* [What needs to be done] Report how many lines of the following entries include the string "Lincoln"; respond with the number alone.

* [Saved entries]
★ ★ ★ ★ ★

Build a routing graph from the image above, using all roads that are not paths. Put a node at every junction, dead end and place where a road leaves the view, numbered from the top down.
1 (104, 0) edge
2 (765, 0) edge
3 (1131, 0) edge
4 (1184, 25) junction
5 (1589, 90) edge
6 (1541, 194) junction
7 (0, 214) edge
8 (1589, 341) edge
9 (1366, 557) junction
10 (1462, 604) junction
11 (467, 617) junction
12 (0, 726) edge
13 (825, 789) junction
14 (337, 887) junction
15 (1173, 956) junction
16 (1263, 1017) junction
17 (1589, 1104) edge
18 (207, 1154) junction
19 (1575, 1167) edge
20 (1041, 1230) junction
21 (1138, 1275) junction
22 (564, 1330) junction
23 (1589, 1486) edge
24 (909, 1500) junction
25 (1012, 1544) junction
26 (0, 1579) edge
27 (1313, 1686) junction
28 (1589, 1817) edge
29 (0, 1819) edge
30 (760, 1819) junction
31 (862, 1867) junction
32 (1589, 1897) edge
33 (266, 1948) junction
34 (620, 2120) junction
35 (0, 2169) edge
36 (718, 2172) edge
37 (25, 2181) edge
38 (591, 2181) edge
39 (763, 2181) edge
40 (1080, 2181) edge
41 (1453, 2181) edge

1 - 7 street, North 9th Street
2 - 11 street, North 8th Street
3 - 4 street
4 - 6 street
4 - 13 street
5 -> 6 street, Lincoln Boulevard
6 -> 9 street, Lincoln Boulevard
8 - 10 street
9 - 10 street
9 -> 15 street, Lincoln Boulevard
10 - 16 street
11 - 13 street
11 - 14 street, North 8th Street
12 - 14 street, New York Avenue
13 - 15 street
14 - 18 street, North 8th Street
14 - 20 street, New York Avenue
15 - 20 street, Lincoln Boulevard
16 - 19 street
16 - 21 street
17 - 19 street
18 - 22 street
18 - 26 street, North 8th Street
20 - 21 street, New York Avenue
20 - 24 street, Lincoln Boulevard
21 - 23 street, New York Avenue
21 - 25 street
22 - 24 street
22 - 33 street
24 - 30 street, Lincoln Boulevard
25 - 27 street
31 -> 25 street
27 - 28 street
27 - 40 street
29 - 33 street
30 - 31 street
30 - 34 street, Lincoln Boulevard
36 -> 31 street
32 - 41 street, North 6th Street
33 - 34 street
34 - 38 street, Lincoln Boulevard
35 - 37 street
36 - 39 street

★ ★ ★ ★ ★

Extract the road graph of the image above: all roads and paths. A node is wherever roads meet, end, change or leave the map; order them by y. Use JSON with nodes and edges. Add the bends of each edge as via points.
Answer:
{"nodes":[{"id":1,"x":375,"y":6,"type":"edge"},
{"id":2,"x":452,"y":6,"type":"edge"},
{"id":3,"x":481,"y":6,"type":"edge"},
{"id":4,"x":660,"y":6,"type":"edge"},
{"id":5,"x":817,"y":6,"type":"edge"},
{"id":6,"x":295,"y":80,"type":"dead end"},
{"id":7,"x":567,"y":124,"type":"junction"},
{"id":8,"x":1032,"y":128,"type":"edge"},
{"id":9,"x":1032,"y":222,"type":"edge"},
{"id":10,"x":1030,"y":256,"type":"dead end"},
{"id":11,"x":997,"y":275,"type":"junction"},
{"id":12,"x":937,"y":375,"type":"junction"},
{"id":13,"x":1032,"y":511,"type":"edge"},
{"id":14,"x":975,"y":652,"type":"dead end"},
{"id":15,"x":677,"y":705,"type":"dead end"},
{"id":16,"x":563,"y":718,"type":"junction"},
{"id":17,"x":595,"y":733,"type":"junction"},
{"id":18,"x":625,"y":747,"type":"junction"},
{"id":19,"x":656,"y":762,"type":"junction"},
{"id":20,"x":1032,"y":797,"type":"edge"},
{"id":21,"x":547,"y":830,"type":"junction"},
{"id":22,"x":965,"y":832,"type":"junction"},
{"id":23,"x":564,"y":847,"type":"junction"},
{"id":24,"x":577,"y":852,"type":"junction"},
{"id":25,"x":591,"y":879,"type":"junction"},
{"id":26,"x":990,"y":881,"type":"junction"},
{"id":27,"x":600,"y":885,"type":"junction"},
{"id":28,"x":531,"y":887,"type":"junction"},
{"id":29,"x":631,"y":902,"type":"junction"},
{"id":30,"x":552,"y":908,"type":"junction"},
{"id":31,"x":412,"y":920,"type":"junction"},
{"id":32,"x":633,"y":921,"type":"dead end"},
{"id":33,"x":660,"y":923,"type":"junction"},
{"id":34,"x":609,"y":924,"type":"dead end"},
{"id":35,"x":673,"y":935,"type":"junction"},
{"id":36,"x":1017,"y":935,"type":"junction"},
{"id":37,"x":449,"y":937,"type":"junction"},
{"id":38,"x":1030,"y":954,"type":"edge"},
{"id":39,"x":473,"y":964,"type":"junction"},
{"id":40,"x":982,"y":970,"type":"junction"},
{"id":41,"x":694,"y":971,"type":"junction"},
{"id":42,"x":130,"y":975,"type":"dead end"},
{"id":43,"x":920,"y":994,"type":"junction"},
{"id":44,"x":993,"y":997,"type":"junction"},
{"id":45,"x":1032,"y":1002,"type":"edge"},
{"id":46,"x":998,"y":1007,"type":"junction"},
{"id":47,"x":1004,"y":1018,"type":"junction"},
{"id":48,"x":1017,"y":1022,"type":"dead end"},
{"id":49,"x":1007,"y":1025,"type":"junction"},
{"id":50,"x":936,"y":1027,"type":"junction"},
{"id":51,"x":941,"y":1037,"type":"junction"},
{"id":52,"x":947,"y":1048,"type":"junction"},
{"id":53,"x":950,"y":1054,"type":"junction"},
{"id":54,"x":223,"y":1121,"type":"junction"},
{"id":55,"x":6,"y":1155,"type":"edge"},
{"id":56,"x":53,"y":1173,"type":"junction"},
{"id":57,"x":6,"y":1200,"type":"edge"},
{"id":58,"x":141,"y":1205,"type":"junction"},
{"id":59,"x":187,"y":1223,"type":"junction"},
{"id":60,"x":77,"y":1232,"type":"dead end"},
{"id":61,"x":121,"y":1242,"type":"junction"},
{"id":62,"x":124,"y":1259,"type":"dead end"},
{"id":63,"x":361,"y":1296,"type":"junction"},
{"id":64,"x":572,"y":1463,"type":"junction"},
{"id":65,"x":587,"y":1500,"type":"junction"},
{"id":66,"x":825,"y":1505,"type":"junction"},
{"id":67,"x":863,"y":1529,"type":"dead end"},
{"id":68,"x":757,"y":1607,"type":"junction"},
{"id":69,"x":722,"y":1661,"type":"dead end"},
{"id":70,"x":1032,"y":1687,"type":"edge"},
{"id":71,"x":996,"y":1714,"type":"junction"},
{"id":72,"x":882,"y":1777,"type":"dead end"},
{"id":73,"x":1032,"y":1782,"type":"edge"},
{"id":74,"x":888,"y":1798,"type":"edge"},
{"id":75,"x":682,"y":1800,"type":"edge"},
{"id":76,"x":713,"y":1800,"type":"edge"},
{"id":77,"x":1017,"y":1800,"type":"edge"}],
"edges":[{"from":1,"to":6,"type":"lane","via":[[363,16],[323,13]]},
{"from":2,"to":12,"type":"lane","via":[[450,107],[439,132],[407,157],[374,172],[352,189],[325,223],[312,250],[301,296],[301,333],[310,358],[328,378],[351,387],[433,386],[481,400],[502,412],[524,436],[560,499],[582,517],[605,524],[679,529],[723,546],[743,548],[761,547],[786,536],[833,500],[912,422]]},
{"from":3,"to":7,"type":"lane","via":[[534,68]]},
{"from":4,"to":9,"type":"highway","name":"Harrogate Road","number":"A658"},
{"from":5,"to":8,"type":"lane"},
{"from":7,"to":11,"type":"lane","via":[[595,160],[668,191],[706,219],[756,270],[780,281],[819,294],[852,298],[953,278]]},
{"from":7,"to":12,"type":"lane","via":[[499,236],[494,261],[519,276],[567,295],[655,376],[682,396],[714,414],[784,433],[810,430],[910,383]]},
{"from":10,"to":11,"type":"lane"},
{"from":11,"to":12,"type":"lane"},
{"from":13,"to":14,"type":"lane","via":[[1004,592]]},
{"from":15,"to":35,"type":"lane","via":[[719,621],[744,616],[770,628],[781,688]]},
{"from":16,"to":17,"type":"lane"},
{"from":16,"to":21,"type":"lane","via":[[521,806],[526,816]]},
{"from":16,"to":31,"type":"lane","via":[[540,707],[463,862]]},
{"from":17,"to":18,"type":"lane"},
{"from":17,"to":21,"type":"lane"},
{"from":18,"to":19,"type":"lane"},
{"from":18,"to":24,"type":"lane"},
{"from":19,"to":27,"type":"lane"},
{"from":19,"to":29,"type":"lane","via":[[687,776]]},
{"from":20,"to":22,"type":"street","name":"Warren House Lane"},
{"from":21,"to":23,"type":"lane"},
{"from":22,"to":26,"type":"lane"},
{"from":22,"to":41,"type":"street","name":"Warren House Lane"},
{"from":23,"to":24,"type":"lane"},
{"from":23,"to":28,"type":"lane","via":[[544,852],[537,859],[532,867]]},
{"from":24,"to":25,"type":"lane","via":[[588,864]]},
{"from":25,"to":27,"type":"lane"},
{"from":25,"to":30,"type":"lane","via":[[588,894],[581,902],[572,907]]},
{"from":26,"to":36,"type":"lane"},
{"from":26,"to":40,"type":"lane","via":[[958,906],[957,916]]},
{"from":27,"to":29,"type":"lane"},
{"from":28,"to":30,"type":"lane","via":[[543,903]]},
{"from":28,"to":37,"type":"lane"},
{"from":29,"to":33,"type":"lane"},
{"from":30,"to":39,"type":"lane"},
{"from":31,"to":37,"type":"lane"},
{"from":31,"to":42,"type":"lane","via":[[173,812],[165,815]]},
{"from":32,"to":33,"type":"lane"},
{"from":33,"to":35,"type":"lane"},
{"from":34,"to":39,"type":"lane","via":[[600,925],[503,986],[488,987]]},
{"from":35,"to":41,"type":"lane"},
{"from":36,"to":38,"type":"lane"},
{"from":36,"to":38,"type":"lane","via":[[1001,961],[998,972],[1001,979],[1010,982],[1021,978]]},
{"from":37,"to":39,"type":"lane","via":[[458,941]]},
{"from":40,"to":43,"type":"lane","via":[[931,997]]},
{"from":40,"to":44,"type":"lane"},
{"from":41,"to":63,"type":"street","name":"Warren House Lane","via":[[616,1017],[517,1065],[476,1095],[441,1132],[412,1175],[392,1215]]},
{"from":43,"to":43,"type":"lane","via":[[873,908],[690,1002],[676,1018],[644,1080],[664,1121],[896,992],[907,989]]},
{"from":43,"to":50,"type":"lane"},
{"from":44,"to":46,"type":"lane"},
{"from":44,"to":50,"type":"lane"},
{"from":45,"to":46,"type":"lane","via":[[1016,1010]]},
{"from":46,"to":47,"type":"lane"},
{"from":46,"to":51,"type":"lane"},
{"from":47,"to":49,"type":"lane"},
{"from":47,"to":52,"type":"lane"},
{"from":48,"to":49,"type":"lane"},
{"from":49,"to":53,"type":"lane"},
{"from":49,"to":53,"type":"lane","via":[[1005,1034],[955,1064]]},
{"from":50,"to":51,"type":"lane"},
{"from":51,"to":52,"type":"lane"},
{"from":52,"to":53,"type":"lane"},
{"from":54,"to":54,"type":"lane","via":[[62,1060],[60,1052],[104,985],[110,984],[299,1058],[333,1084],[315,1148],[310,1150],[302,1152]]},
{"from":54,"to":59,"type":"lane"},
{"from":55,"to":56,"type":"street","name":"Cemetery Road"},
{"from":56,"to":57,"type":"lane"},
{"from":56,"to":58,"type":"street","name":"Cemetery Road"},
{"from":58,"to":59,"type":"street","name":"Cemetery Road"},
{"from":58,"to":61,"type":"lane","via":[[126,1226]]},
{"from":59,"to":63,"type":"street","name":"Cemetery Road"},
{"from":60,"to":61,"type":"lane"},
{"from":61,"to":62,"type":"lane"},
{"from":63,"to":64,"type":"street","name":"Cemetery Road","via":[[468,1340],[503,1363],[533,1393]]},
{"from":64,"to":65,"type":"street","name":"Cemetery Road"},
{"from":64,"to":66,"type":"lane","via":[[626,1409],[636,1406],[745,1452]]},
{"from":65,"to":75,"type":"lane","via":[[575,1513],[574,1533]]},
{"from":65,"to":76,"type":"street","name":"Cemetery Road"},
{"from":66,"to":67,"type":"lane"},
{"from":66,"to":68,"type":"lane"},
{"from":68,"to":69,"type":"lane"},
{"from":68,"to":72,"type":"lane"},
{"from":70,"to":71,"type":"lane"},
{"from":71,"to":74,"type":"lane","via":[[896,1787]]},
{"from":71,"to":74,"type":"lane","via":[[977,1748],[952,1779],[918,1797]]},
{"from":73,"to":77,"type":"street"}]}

★ ★ ★ ★ ★

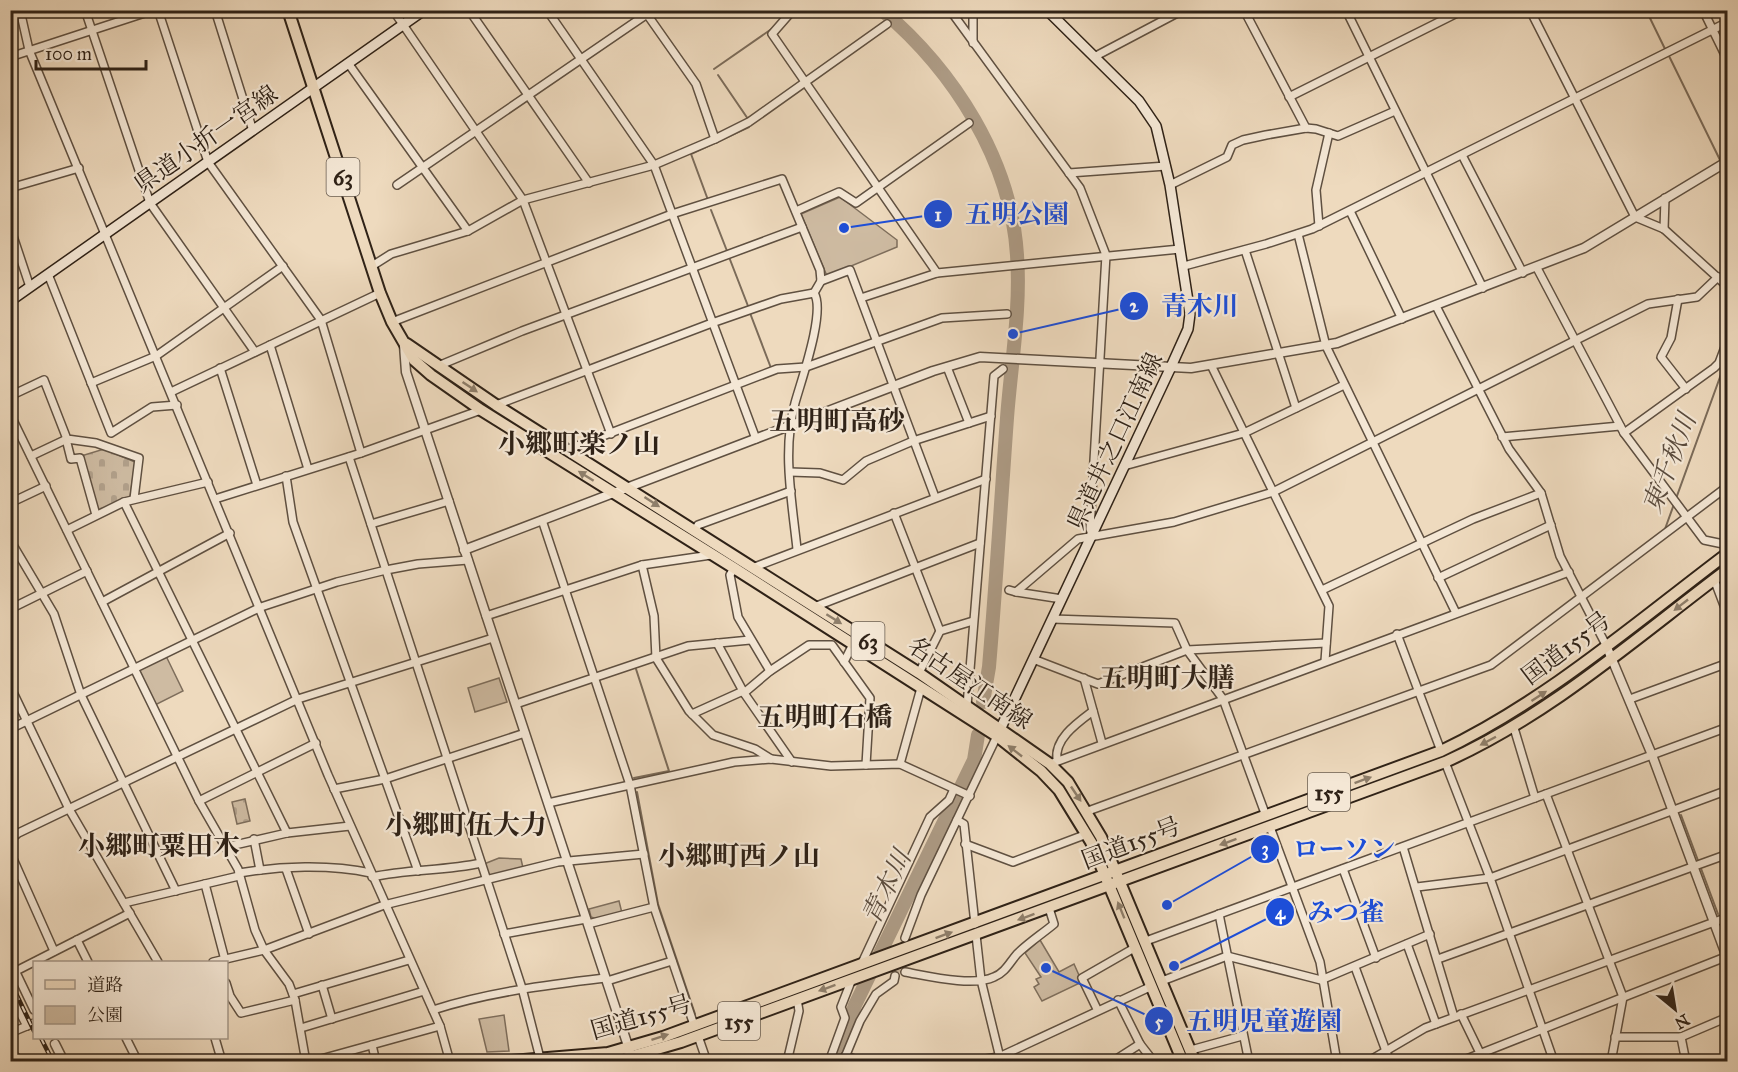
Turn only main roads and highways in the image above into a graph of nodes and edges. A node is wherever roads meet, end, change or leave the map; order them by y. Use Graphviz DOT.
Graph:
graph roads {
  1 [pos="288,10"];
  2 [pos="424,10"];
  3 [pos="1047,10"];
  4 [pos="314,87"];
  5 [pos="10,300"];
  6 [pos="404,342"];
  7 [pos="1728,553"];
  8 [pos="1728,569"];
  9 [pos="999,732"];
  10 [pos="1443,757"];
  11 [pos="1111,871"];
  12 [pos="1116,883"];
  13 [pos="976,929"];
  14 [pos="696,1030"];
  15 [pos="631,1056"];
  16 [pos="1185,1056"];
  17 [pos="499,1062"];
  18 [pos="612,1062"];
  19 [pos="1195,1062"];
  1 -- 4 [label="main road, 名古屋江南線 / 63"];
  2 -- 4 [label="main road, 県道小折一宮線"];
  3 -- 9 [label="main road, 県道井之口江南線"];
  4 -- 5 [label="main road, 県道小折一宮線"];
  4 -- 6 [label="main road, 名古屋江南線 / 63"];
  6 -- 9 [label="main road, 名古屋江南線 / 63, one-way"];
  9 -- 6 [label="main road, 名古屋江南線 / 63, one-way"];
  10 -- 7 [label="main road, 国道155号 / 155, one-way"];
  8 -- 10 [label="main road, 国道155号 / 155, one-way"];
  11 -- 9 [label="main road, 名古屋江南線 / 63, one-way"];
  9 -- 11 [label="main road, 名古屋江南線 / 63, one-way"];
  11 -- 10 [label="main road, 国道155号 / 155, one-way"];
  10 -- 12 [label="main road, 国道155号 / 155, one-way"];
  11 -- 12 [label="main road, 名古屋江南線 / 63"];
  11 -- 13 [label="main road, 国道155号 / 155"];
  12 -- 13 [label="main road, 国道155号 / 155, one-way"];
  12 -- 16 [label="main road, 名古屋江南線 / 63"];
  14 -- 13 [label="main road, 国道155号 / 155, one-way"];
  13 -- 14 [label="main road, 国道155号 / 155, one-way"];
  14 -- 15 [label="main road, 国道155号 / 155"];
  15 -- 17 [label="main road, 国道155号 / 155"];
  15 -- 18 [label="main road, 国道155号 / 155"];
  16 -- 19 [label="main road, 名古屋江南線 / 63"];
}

★ ★ ★ ★ ★

* [Reply to the exercise] 8